Key Decision Coming from UK and Other European Countries on Defense and National Security Policy

This week the Tory-LibDem UK coalition government publicized a Strategic Defense and Security Review. Also this week, Chancellor George Osborne publicized the UK budget cuts. These cuts will define the next decade of security priorities and the limits to Britain’s defense capabilities and role in the world.

Another key indicator is British commitments to international development which was to be protected from deep cuts or “ring fenced”. The other area to watch is funding for the BBC World Service which has been Britain’s only voice to the world for decades.  The decisions are profound and likely long-lasting.  We shall see.

The question remains whether other European governments will follow suit and make drastic cuts in their budgets in areas that impact their engagement with the outside world.

The Financial Time editorial “British Nukes vs. British Troops” (September 3, 2010) on which I commented earlier, made important points about the trade-off between military expenditures on sub-based nuclear weapons, troops on the ground, and air force capability.

Will these cuts make it impossible for Britain to project its power on the globe in times of crises? Furthermore, will all of Europe follow suit and similarly be unable to support peacemaking, peacekeeping, and conflict prevention?  Finally and most importantly, will the UK, and the rest of Europe, increase “preventive diplomacy” capabilities to compensate for cuts to defense expenditures? Don’t hold you breath!

In our opinion, the ability to deploy a conventional army takes priority over increased nuclear capabilities.  So far the new government has indicated that it will minimize the costs of its nuclear option without totally abandoning it.

This is the time for a better and closer assessment of the strategic risks and global conflict landscape that affect America and NATO. So far this does not seem to be taking place.  The economic crisis has provided an impetus towards reducing domestic and foreign military expenditures. The case can certainly be made to reduce expensive and outmoded systems designed for the Cold war.

We urgently need to think about how we can creatively integrate the joint defense capabilities and skills of the entire alliance to effectively address future challenges rather than mindless ad hoc spending cuts.  As I have noted, the alliance must operate on the theory of comparative advantage; some can provide well trained troops while others can provide transportation or intelligence.
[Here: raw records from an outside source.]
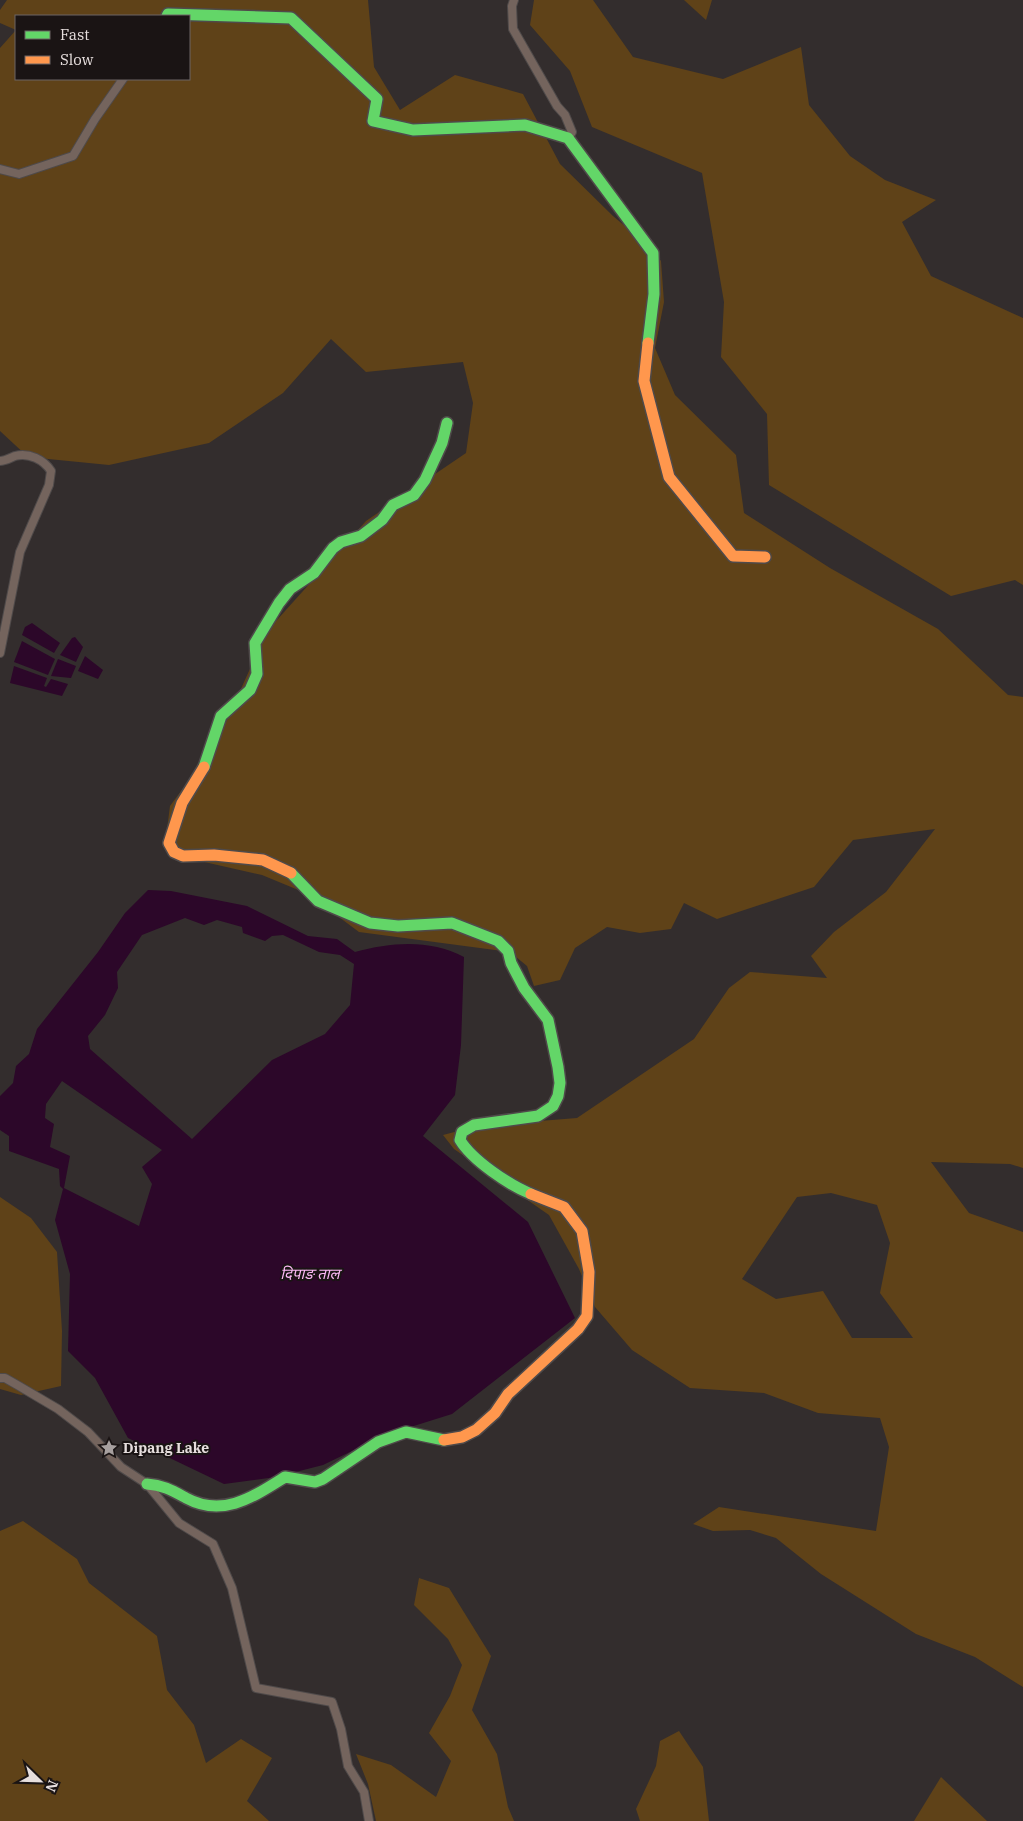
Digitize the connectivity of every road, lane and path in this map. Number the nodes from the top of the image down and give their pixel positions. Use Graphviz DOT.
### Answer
graph roads {
  1 [pos="514,0"];
  2 [pos="168,15"];
  3 [pos="122,80"];
  4 [pos="568,138"];
  5 [pos="0,169"];
  6 [pos="447,423"];
  7 [pos="0,461"];
  8 [pos="765,557"];
  9 [pos="0,653"];
  10 [pos="0,1378"];
  11 [pos="148,1484"];
  12 [pos="370,1821"];
  1 -- 4 [label="street"];
  2 -- 4 [label="street"];
  3 -- 5 [label="street"];
  4 -- 8 [label="street"];
  6 -- 11 [label="street"];
  7 -- 9 [label="street"];
  10 -- 11 [label="street"];
  11 -- 12 [label="street"];
}
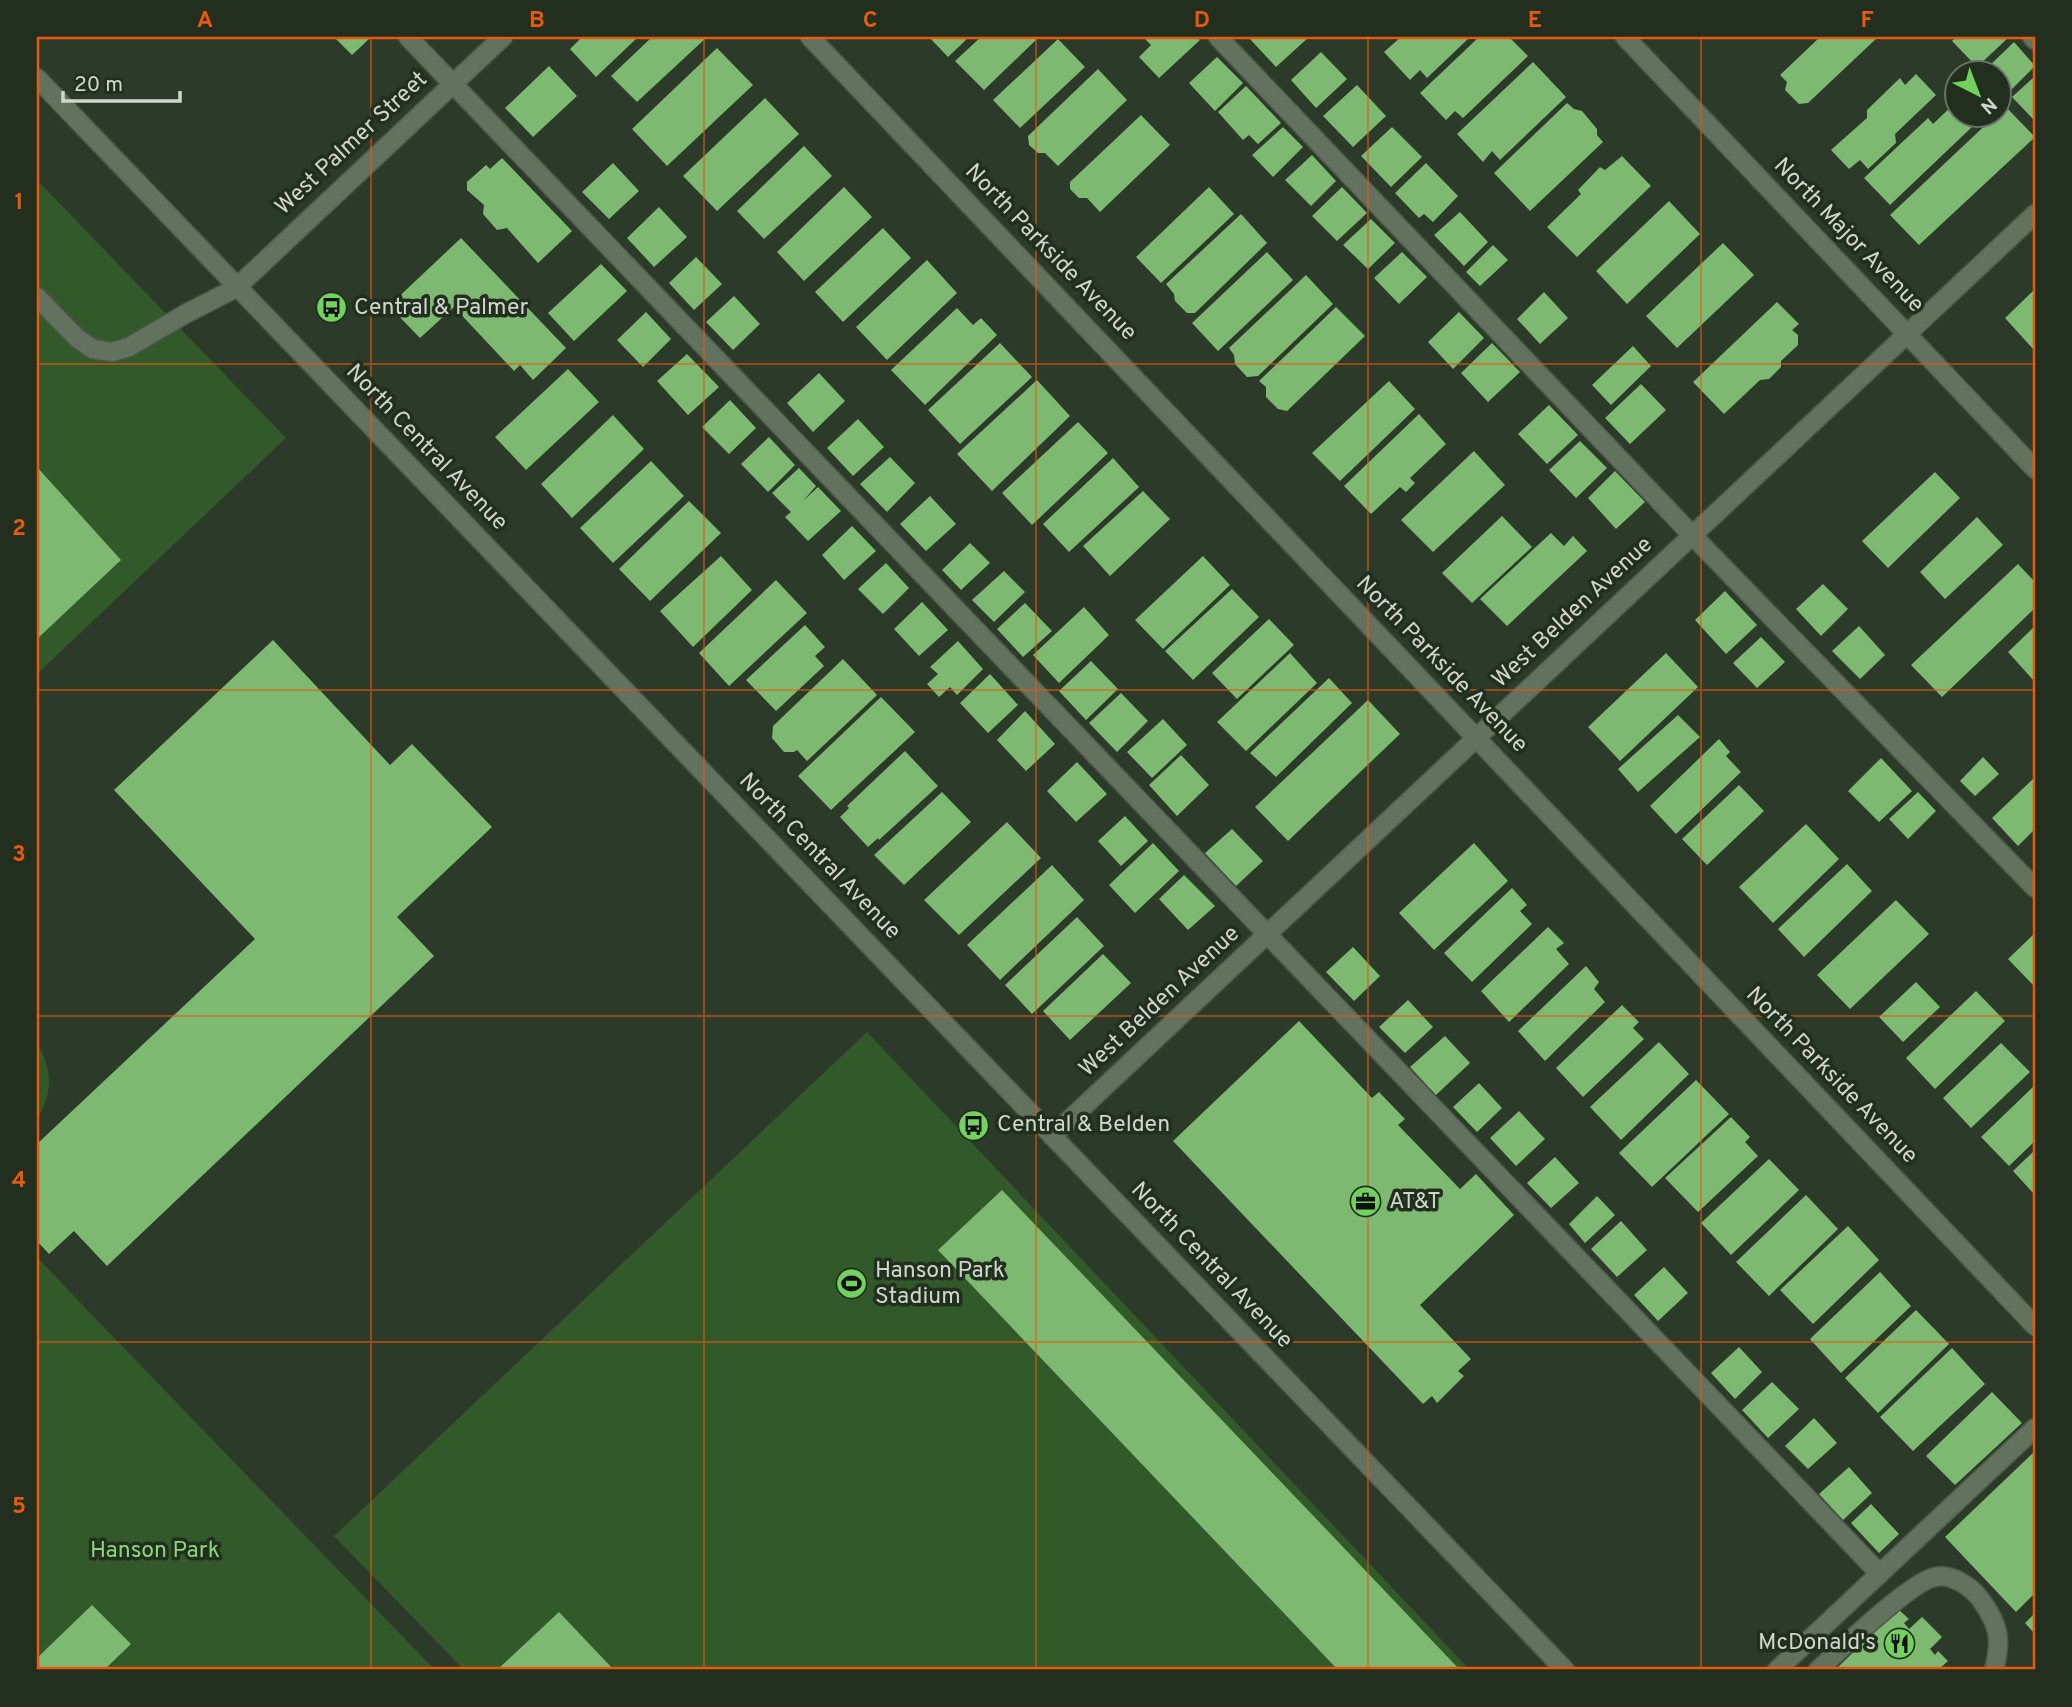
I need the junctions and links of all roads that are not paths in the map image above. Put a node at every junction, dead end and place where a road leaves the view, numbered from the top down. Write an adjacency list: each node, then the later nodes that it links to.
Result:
1 (408, 37): 7 (street)
2 (503, 37): 7 (street, West Palmer Street)
3 (810, 37): 14 (street, North Parkside Avenue)
4 (1218, 37): 13 (street)
5 (1625, 37): 11 (street, North Major Avenue)
6 (37, 78): 9 (street, North Central Avenue)
7 (452, 84): 9 (street, West Palmer Street); 16 (street)
8 (2035, 214): 11 (street, West Belden Avenue)
9 (236, 288): 10 (street, West Palmer Street); 17 (street, North Central Avenue)
10 (37, 297)
11 (1907, 334): 12 (street, North Major Avenue); 13 (street, West Belden Avenue)
12 (2035, 469)
13 (1692, 535): 14 (street, West Belden Avenue); 15 (street)
14 (1476, 738): 16 (street, West Belden Avenue); 18 (street, North Parkside Avenue)
15 (2035, 888)
16 (1266, 935): 17 (street, West Belden Avenue); 20 (street)
17 (1052, 1136): 21 (street, North Central Avenue)
18 (2035, 1326)
19 (2035, 1428): 20 (street)
20 (1880, 1574): 22 (street)
21 (1565, 1670)
22 (1777, 1670)
23 (1818, 1670): 24 (street)
24 (1994, 1670)

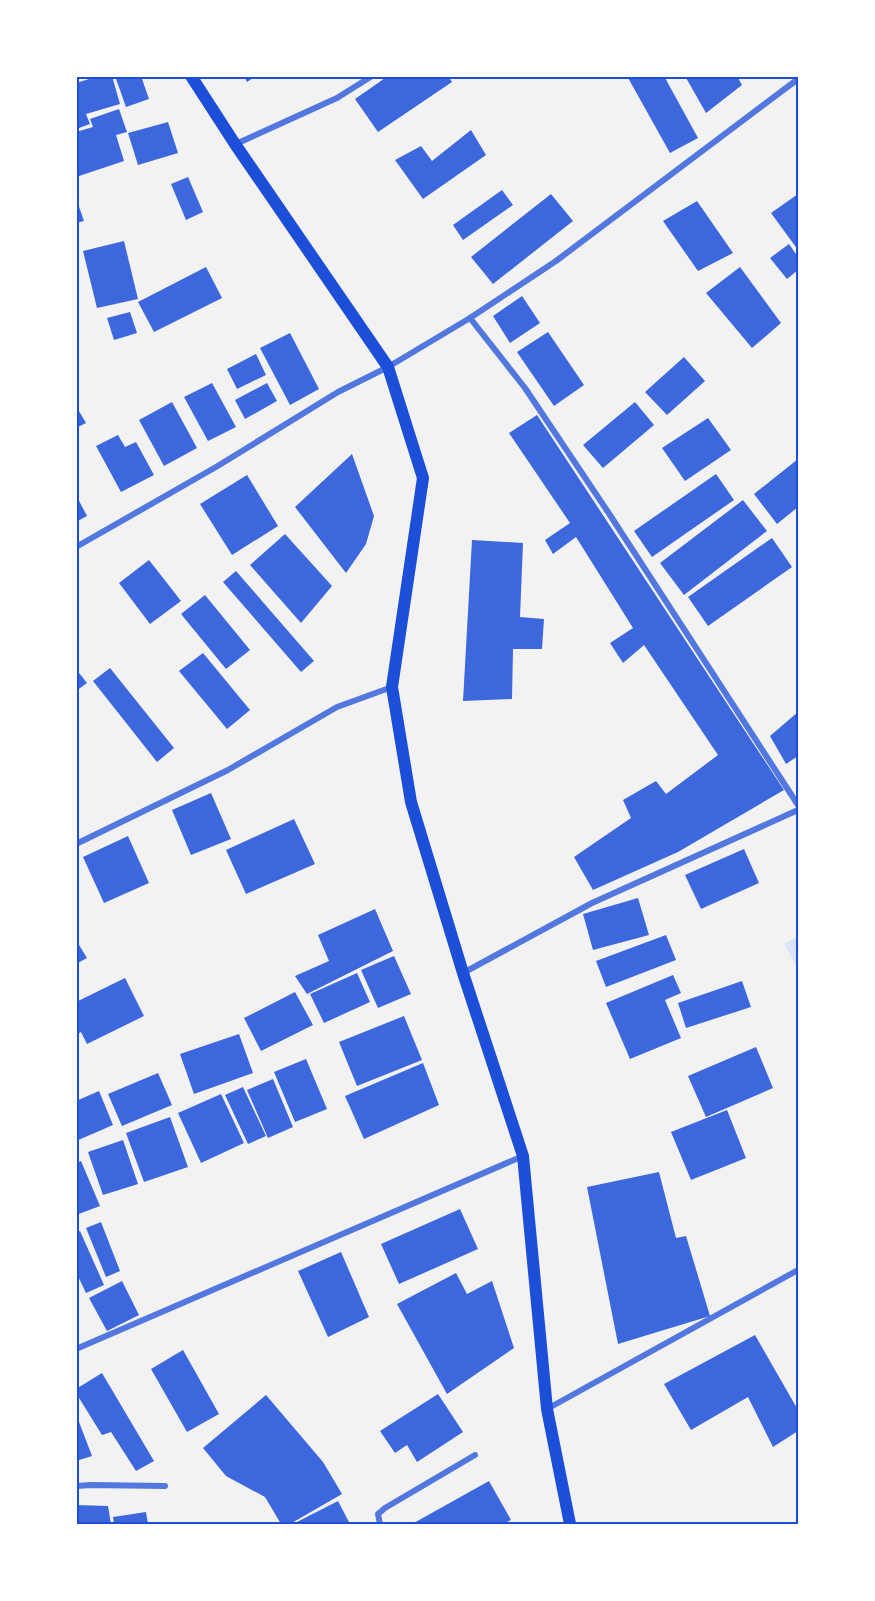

If we can’t start truly helping each other via integrated planning and combined operations for conflict prevention then we may be unable to contain the furies of our age. In the end however, non-combat “preventive diplomacy” should act as a first responder before the military must act. This type of diplomacy should also be a joint effort. However, given the currency wars, trade disagreements, food famines, economic meltdowns, and a growing nationalism, will there be any momentum towards an integrated alliance to face existential global challenges?